As I mentioned earlier in the two PRs to add the hm01b0 #94894 and hm0360 camera #94904.

Suppose I configure in the device tree to use an hm01b0 camera at resolution 324x324 to use the 8 bit
8 bit Grey format.

How many bytes will the drivers such as video_stm32_dcmi.c see from the camera per frame.

Sorry trick question: It depends on the HM01b0 property: data-bits, which can be 1, 4, or 8.

if set to 8, the answer is as expected: 324x324x1=104976 bytes

However if it is set to 4, which is needed to support the HM01b0 cameras sold by Arduino and
Arducam for the Arduino GIGA and the others with the 20 pin connector the actual number of bytes
returned from the camera is: 324x324x2=209952 bytes

And if you use the default value of 1, which I believe is used by the RPI Pico it is 324*324*8=839808 bytes

Currently the hardware like the DCMI on some of the STM32 boards has no knowledge of this camera
setting and for example if one uses the current default val frame of data. And each of these bytes will only have 1 actual
data bit contained in them.

Question is, How does DCMI (or other such hardware) discover how many data bits per pixel clock will be
returned by a camera? And how should this be handled?

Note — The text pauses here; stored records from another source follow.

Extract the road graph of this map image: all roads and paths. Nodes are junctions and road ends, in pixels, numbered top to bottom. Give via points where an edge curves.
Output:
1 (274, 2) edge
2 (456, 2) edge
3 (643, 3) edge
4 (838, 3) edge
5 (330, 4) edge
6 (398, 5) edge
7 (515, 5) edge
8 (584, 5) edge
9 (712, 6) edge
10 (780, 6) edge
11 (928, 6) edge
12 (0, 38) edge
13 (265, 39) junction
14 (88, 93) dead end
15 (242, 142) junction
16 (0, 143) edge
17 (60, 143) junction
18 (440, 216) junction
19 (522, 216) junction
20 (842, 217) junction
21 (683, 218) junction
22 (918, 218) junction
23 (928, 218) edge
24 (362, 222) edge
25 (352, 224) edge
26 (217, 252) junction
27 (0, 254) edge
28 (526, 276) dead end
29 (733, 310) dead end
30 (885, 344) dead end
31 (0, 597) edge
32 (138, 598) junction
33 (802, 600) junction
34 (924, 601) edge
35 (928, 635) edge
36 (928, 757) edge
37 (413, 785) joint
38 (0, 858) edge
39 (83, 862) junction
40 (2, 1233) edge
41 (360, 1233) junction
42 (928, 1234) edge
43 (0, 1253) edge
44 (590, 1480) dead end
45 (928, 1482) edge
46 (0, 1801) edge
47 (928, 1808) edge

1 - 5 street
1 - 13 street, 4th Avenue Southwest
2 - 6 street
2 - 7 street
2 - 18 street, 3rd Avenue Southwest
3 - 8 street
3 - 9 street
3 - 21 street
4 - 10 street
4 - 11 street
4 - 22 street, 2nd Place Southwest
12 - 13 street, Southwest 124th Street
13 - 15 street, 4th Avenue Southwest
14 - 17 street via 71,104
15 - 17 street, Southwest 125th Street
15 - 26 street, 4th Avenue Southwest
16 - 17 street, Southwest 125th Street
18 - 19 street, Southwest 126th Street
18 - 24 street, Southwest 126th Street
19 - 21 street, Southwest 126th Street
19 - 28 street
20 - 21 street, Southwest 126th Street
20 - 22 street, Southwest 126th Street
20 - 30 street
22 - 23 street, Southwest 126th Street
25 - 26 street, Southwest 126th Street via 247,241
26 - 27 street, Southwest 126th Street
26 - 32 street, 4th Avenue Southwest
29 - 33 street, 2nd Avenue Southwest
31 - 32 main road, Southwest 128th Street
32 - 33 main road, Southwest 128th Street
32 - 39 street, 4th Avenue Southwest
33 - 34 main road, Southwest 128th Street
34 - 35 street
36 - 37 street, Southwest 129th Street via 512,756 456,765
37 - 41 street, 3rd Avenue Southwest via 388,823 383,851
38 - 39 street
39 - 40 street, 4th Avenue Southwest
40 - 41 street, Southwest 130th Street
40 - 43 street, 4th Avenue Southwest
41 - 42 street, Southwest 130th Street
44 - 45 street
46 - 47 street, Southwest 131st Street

For example on the video_stm32_dcmi code, what should it know about this? There are different options:
a) The code that determines the sizes of buffers needed, would find this information out and increase the
buffer size. The hardware code simply returns the data as returned by the camera and it is up to the
app code to deal with it.

b) Again the code somehow detects we are in one of these modes, and knows to receive the full buffer size
When the code like video_stm32_dcmi receives the buffer, and it currently memcpy it to another buffer
it could instead, compress back to 8 bits of data per byte. Note: This might imply that the camera buffer
might be a different size than the ones the applications use.

c) Some hardware drivers can handle 1 or 4 bits per pixel clock, and they simply need to have their setting
configured for it. like the RPI Pico code. Also some of the IMXRT code using FlexIO could be configured.

But in all of these cases, the first question is, how do the Hardware Video bus drivers know that the camera
is not returning 8 bits of data per clock?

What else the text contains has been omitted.